Началось медленное умирание поэта, длившееся почти двое суток. «Что вы думаете о моей ране?» — спросил раненый доктора Шольца, первого из врачей, привезенных к нему. «Не могу скрывать, она опасная». — «Скажите мне, смертельная?» — «Считаю долгом не скрывать и того». — «Благодарю вас, вы поступили, как честный человек; мне нужно устроить семейные дела». И, окинув взглядом свои книжные полки, Пушкин в последний раз обратился к верным спутникам своего труда: «Прощайте, друзья!» Приехавший вскоре лейб-хирург Арендт подтвердил безнадежность положения.
Пушкин поручил Жуковскому передать Николаю I свою просьбу о прощении за нарушение данного им слова не прибегать к новым решительным шагам без совещания с царем. Вскоре друг-поэт привез ответную записку с прощением и обещанием обеспечить осиротелую семью.

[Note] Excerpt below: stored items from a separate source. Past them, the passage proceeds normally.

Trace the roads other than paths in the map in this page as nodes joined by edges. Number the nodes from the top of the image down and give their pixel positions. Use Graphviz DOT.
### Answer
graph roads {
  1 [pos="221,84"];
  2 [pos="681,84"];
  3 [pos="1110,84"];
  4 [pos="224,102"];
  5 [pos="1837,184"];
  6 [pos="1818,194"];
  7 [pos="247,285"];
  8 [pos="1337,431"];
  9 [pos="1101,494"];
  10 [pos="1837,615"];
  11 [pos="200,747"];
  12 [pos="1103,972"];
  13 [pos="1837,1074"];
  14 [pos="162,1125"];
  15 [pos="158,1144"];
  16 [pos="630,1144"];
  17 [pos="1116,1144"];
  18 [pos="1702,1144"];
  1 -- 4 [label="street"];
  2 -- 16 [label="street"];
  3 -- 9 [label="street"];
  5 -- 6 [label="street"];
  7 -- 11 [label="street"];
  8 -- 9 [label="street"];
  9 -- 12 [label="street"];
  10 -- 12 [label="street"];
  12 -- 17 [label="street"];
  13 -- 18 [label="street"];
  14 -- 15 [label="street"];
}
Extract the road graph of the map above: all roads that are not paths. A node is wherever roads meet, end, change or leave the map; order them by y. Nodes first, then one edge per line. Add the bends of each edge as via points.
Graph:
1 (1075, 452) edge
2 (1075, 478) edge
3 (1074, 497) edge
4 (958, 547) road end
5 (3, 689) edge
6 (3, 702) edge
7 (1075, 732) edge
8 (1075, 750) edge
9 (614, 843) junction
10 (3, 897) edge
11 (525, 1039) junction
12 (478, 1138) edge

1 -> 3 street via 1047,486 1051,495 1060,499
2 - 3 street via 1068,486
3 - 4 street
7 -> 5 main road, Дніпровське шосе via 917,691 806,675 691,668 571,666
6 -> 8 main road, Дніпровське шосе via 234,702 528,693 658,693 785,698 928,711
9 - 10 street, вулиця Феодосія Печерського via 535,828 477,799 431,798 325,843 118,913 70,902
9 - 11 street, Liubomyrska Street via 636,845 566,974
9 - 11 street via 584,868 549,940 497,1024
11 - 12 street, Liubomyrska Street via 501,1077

После нестерпимо мучительной ночи Пушкин утром 28 января простился с женою и детьми, пожал руки Жуковскому, Вяземскому, Виельгорскому, пожелал проститься с Карамзиной. Он просил выхлопотать прощение Данзасу. Чувство невыносимой тоски, обычное при воспалении брюшины, не проходило. Все лечение сводилось почти исключительно к холодным компрессам и опиуму.
Через столетие русская медицина осудила своих старинных представителей, собравшихся у смертного одра поэта (помимо Шольца и Арендта, здесь были также профессора И. В. Буяльский и Х. Х. Саломон, врачи К. К. Задлер, И. Т. Спасский и В. И. Даль; двое последних дежурили почти неотлучно). Доктора, по мнению современных специалистов, должны были воздержаться в беседах с Пушкиным от смертельного прогноза, обеспечить ему максимальный покой, не устраивать процессии прощающихся друзей, оберегать от лишних волнений[23].
Из этого отзыва следует, впрочем, выделить Даля. Врач-писатель, обожавший Пушкина, он сумел внести в ледяную безнадежность этой медленной агонии немного тепла и надежды. Был момент, когда сам умирающий поддался его бодрящему воодушевлению. Приехав к постели раненого 28 января в два часа дня (как только он узнал о событии), Даль застал здесь «страх ожидания смерти» на всех лицах и смущенную беспомощность знаменитых врачей: «Арендт и Спасский пожимали плечами…» Появление увлекательного «сказочника», повестями которого Пушкин так восхищался в 1832 году, с которым провел он неразлучно несколько незабываемых дней в Оренбурге, искренне порадовало умирающего. Он улыбнулся приехавшему, пожал ему руку, заговорил с ним впервые на «ты» (то есть «побратался» с ним накануне смерти). Свои последние часы Пушкин был с ним «повадлив и послушен, как ребенок», и выполнял беспрекословно все его просьбы и предписания.
Когда к вечеру, после пиявок, поставленных Далем, пульс больного стал ровнее, реже и мягче, врач-писатель решился опровергнуть единодушный смертный приговор прочих медиков: он осторожно «провозгласил надежду». Этим он доставил последнюю радость Пушкину. На его твердое заявление «мы за тебя надеемся, право, надеемся» поэт крепко пожал ему руку и ответил без возражения: «Ну, спасибо!..» Даль, несомненно, облегчил физическое и душевное состояние умирающего Пушкина. Ночь проходила без мучительных приступов, больной до самой зари не отпускал руки Даля. В пять часов утра Жуковский уехал к себе «почти с надеждою».